1902年4月,下院陷入了轩然大波,起因是一个叫卡特赖特的报社编辑发表的一封信。他犯了煽动罪,被判在南非监狱里服刑一年,因为他在信里口无遮拦地说在集中营中生活的布尔儿童和妇女受到了英国人的虐待。从监狱里释放之后,南非军事当局拒绝了他回到英国的请求,为此,下院责问大臣们。战争事务次官给出的回答是:“我们不想让英国进行反英宣传的人越来越多。”为了给自己滥用职权的行为进行辩护,他们选择了这个蹩脚而又牵强的理由。其实,在这种情况下,在英国进行反英宣传的危害不比在任何其他地方更大。约翰·莫里建议中止会议。那时,诸如此类的提议会马上提交讨论,反对党领导人群情激奋,怒不可遏,我和另一个属于我们小团体的成员虽然人在保守党的议席之中,却对反对党表示大力支持。这件事尽管微不足道,却引起了很大的反响。

当晚,张伯伦先生接受我们的邀请,与我们一起吃晚餐。
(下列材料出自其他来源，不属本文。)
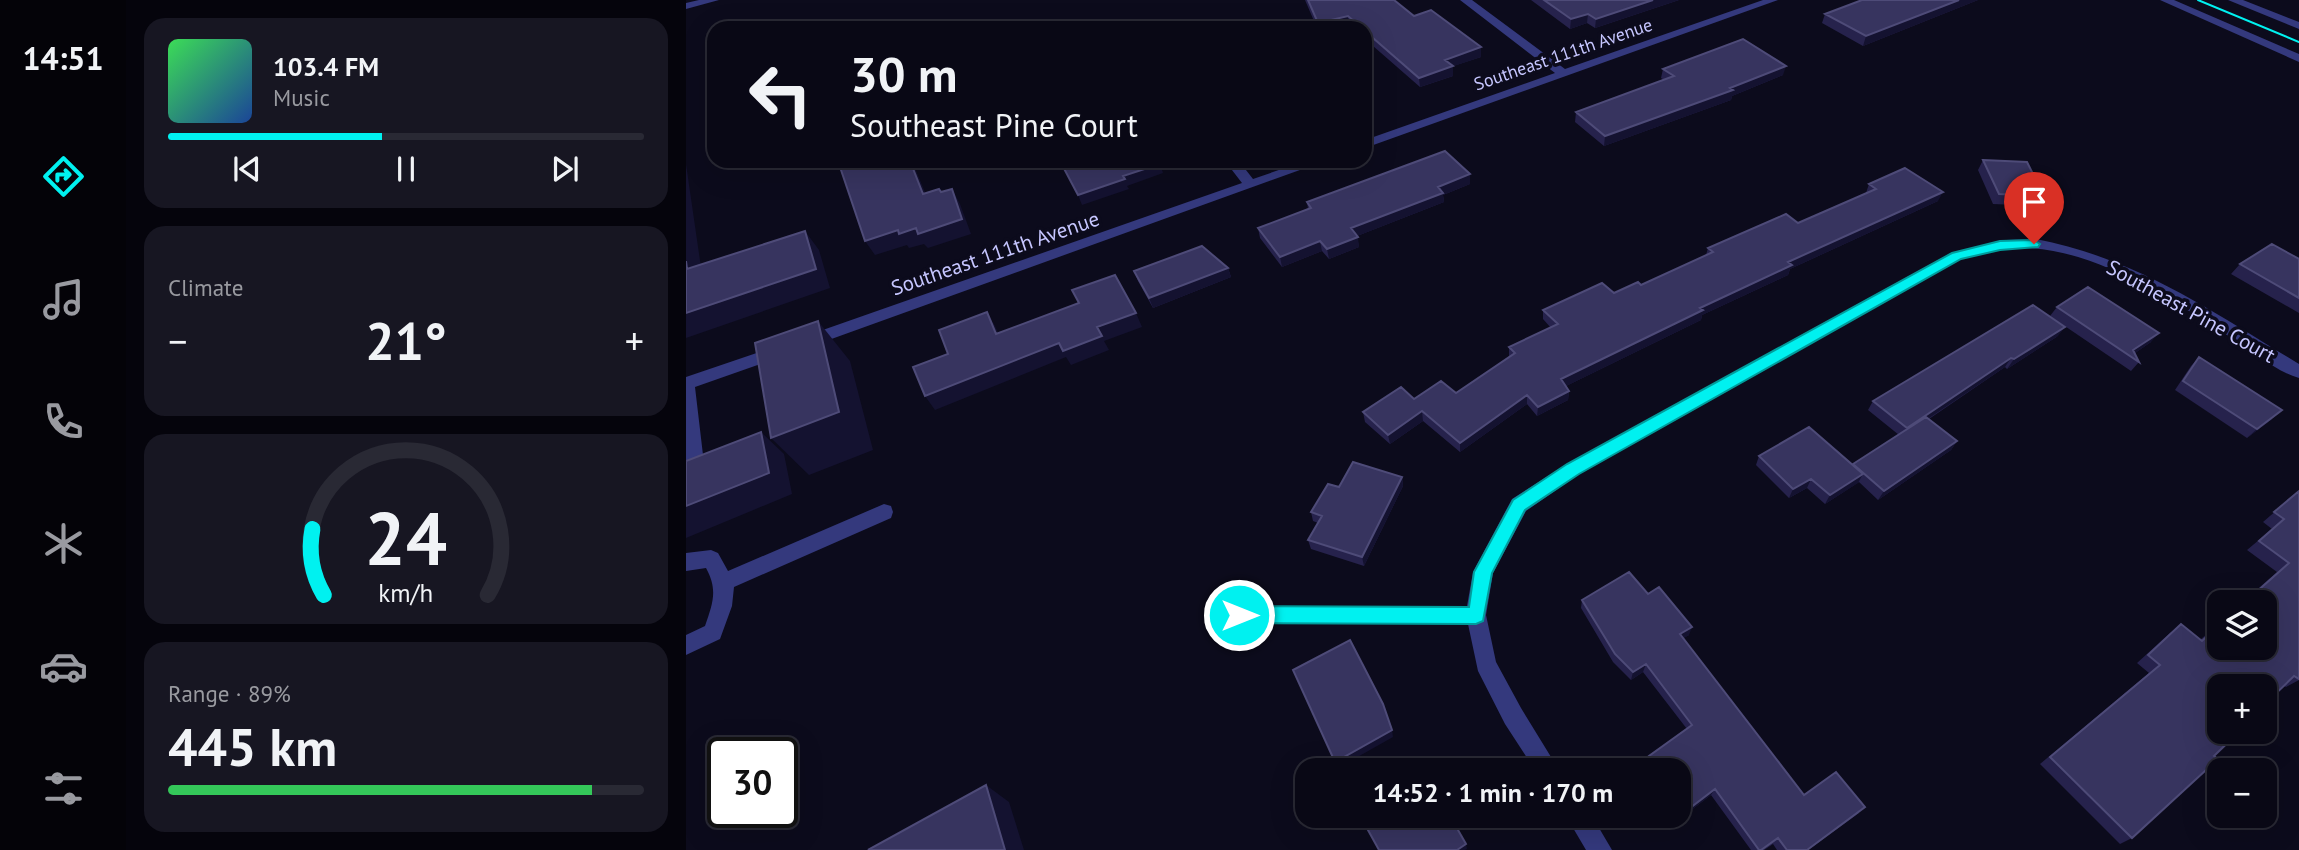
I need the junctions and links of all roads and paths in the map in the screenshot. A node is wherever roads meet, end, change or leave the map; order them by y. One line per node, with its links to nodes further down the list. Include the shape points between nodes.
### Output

他一边用含有挑衅意味的眼光看着我们,一边说:“我正在和一群可恶的家伙们一起吃晚餐。”我们辩解道:“我们之所以不支持政府的行为,是因为政府不仅高傲无礼,而且非常愚蠢。”他说:“假如政府英明无比,还需要你们的支持吗?你们必须抓住这样的机会帮助身陷困境的政府。”但是,他恢复平静之后又开始滔滔不绝,变得友善起来。他离开时在门口迟疑地站了一会儿,接着转身点拨我们:“作为年轻人,你们对我尽了地主之谊。我告诉你们一个价值不可估量的秘密作为回报,那就是:关税!很快,这就会成为政府事务的头等大事。你们一定要深入研究,直到透彻。你们会为盛情款待我感到庆幸的。”

正如张伯伦先生所说的,财政领域很快就发生了巨变。为此,直到1908年,我始终全心全意地投身于这场新的斗争。我于1908年9月结婚,从此之后过着幸福的生活。